═════ Extracted data

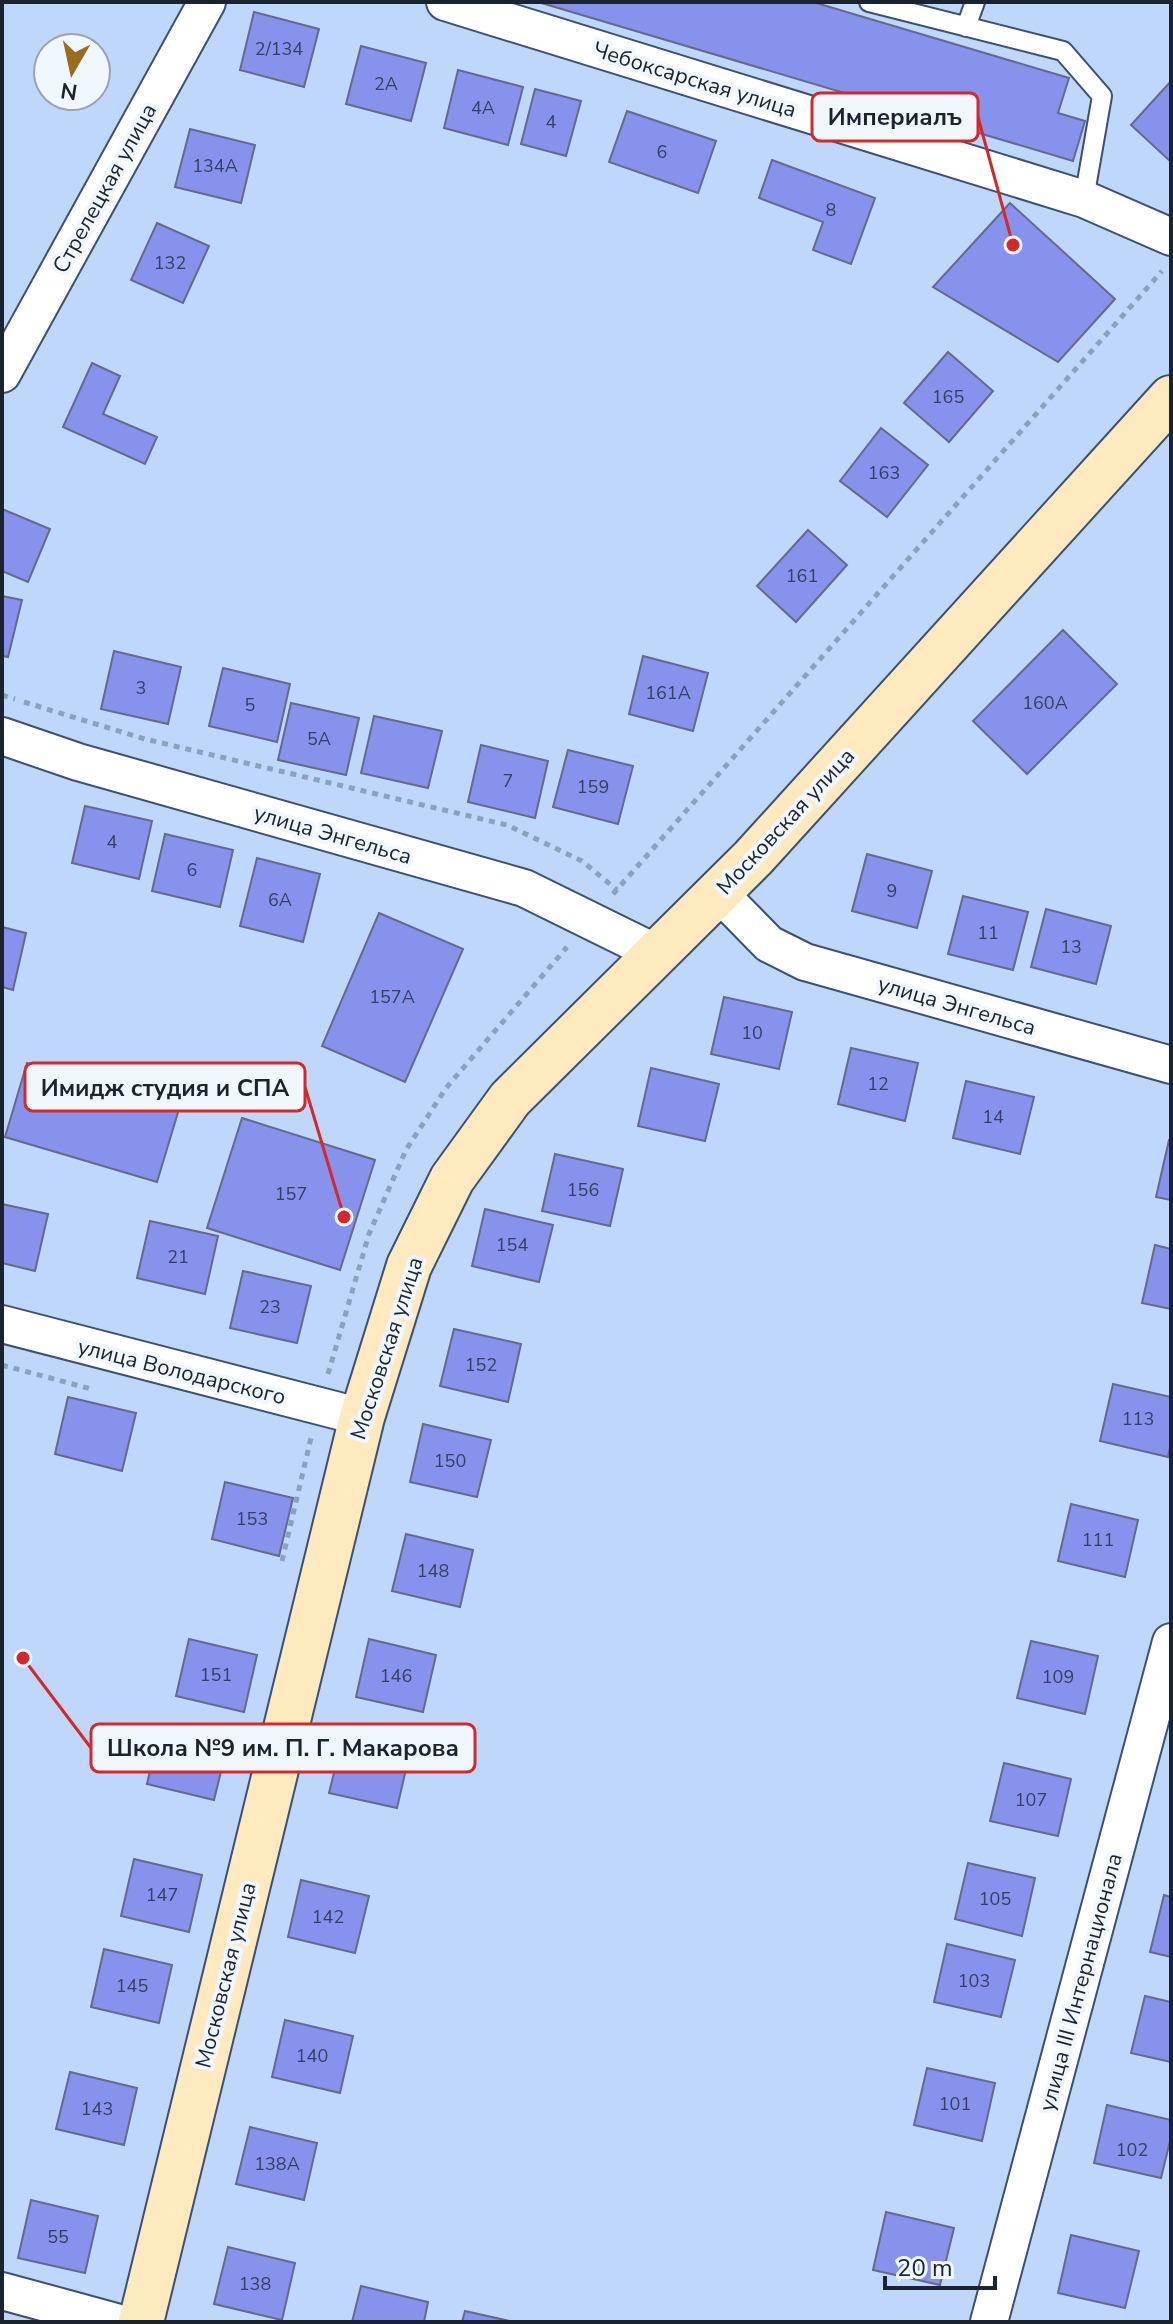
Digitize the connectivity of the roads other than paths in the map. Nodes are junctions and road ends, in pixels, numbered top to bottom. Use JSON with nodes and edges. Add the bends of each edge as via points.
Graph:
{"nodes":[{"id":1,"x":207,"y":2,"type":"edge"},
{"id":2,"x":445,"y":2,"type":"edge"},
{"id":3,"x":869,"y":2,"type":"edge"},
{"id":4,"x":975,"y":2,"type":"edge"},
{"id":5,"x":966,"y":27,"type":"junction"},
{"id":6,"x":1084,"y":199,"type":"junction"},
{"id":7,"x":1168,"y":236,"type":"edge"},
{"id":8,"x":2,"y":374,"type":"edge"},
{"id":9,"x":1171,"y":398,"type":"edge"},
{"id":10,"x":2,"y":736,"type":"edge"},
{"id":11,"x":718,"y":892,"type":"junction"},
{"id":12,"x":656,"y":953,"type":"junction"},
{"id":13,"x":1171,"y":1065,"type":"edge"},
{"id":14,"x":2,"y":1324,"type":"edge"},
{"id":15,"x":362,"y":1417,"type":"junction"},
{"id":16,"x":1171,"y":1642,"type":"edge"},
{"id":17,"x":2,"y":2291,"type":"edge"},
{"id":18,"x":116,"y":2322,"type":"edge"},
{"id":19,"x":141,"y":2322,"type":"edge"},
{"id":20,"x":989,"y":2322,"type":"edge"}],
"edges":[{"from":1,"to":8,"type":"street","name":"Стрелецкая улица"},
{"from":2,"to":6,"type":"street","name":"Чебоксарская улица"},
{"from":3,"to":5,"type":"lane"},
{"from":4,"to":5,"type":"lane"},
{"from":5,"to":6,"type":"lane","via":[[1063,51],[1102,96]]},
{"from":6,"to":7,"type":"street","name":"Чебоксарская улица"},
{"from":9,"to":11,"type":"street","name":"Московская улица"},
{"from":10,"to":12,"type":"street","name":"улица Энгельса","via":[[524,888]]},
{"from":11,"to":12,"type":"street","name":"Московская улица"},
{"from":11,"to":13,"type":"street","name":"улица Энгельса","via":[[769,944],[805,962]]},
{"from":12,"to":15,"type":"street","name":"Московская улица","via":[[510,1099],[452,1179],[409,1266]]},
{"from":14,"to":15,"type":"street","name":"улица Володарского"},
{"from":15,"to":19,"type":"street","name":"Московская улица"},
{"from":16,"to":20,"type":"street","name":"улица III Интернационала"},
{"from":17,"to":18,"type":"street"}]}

══════════
═════ Extracted data

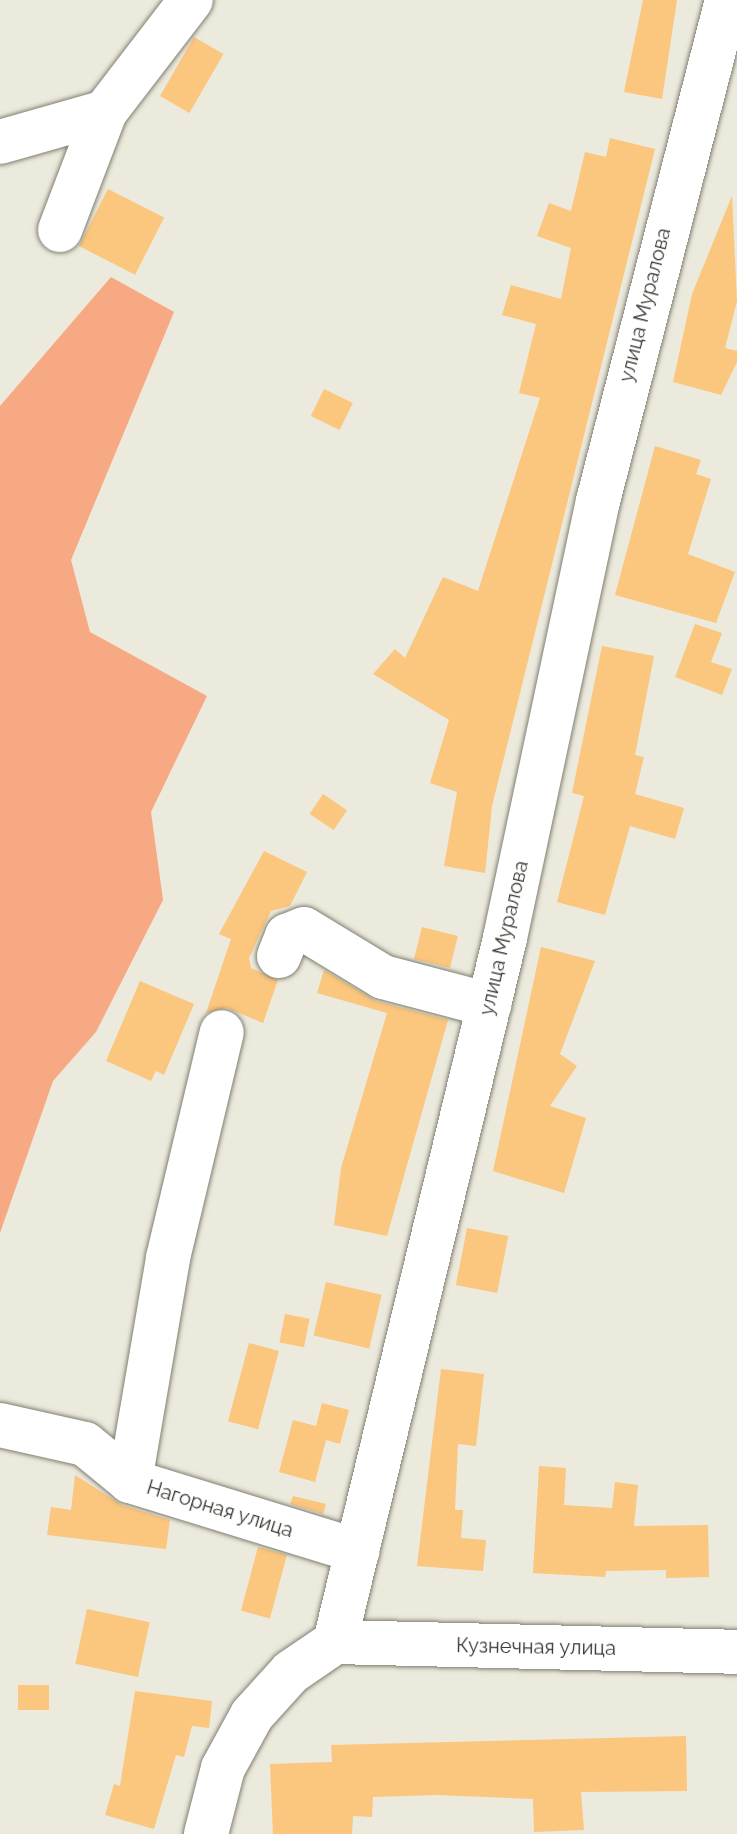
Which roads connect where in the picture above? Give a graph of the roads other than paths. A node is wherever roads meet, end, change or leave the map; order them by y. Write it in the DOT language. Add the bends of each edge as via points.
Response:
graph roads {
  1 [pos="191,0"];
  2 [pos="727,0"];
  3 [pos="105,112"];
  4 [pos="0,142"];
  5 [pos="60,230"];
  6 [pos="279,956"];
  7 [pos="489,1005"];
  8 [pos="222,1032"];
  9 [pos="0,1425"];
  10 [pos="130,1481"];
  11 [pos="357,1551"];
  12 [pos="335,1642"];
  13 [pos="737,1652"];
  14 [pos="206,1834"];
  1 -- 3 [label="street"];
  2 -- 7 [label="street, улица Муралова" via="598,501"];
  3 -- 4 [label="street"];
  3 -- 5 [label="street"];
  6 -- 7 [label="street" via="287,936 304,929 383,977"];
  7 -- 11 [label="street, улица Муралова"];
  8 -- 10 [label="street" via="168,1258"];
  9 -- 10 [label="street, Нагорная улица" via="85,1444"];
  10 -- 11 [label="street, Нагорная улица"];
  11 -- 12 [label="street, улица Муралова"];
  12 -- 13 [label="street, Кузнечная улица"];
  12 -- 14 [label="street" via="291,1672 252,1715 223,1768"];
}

══════════
═════ Extracted data

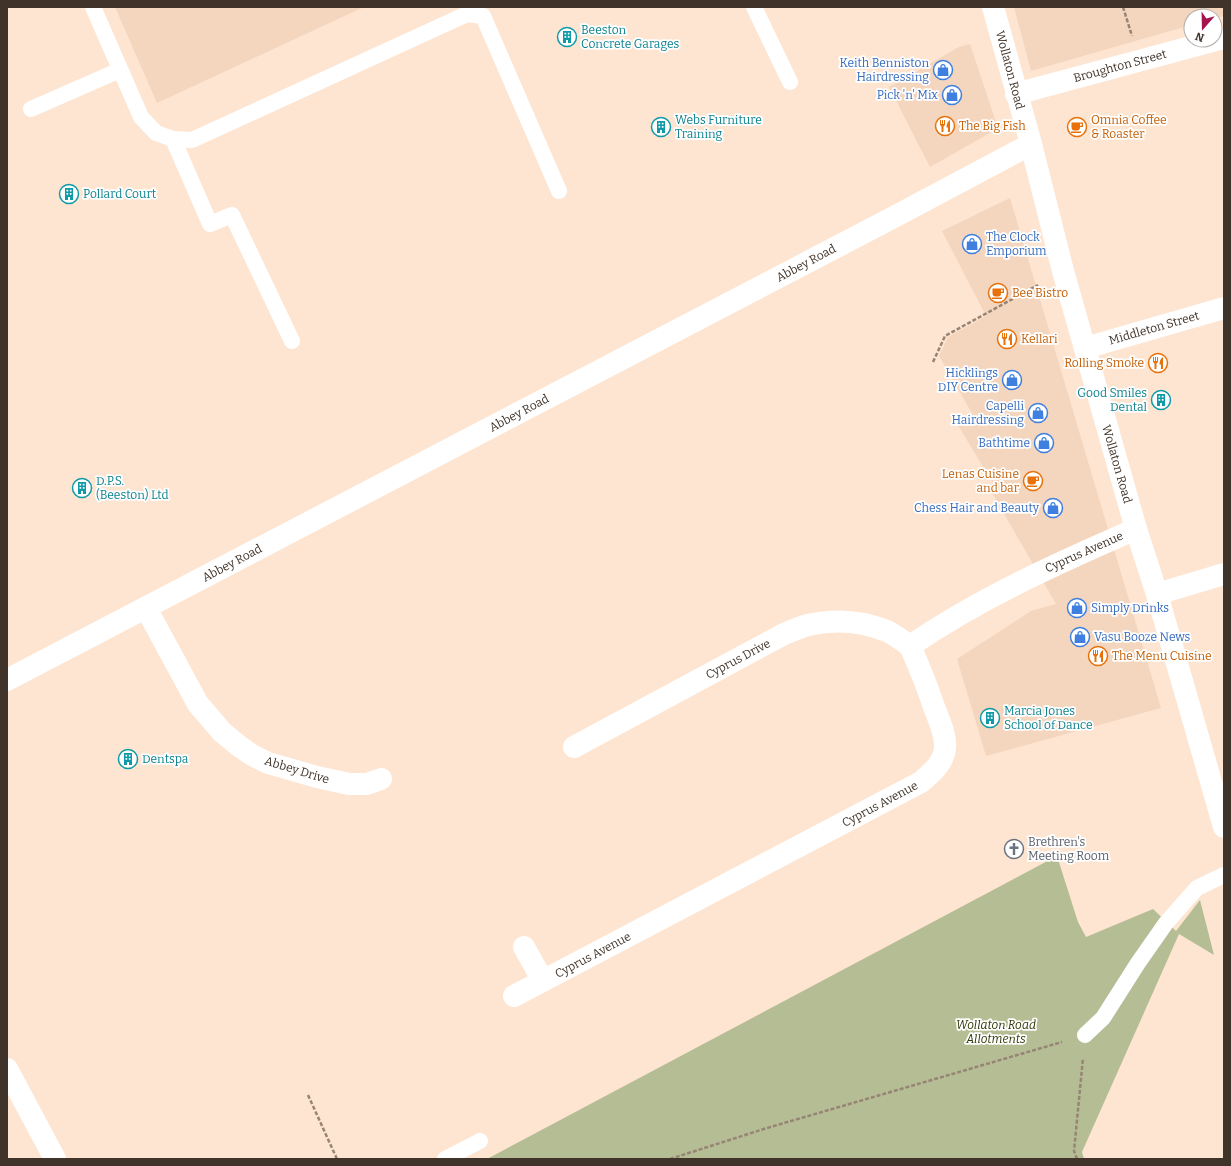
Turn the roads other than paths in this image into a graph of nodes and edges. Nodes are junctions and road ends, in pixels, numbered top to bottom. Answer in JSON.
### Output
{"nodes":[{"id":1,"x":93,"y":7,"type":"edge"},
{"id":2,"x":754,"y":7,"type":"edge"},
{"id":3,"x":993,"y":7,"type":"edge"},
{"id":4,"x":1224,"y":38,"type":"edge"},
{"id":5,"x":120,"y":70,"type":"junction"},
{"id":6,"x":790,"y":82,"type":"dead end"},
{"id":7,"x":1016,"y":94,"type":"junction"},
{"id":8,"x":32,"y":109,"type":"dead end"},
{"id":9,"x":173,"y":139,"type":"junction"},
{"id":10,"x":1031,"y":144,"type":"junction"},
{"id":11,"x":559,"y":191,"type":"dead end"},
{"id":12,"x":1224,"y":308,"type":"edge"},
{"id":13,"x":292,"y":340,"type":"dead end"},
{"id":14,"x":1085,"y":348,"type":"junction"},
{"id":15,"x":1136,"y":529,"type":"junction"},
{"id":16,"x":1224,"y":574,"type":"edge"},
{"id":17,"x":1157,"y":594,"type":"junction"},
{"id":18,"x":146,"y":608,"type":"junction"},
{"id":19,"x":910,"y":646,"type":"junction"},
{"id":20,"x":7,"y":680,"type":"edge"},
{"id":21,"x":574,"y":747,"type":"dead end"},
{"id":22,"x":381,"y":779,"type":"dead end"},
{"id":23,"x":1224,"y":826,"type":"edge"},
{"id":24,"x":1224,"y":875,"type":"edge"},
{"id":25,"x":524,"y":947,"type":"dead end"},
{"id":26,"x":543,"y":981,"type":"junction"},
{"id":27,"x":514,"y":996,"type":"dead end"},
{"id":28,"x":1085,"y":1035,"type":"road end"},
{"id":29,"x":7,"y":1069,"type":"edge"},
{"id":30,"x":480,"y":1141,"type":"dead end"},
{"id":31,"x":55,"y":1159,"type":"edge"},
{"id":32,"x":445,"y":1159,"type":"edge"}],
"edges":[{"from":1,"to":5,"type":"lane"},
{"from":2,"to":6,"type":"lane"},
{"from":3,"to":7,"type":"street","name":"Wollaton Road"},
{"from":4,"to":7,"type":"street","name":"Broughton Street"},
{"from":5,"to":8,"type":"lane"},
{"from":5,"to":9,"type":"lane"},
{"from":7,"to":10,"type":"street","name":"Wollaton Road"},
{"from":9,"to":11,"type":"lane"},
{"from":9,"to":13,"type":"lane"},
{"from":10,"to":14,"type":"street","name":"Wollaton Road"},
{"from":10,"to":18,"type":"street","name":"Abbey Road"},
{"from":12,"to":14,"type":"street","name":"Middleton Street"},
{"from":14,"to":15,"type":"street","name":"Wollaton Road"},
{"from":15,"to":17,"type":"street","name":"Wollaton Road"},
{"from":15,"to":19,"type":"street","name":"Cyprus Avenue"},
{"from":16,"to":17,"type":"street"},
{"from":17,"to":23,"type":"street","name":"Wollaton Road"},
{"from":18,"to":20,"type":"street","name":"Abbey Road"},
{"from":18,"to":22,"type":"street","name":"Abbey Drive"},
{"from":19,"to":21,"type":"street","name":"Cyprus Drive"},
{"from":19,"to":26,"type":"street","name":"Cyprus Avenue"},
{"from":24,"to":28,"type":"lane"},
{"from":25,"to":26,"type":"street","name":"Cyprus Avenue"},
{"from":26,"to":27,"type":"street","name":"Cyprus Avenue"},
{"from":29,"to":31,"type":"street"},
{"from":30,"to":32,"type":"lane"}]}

══════════

### Exercise requirements
Pull out every line holding "bottom" from the records above, and copy it.

### Your solution
Digitize the connectivity of the roads other than paths in the map. Nodes are junctions and road ends, in pixels, numbered top to bottom. Use JSON with nodes and edges. Add the bends of each edge as via points.
Turn the roads other than paths in this image into a graph of nodes and edges. Nodes are junctions and road ends, in pixels, numbered top to bottom. Answer in JSON.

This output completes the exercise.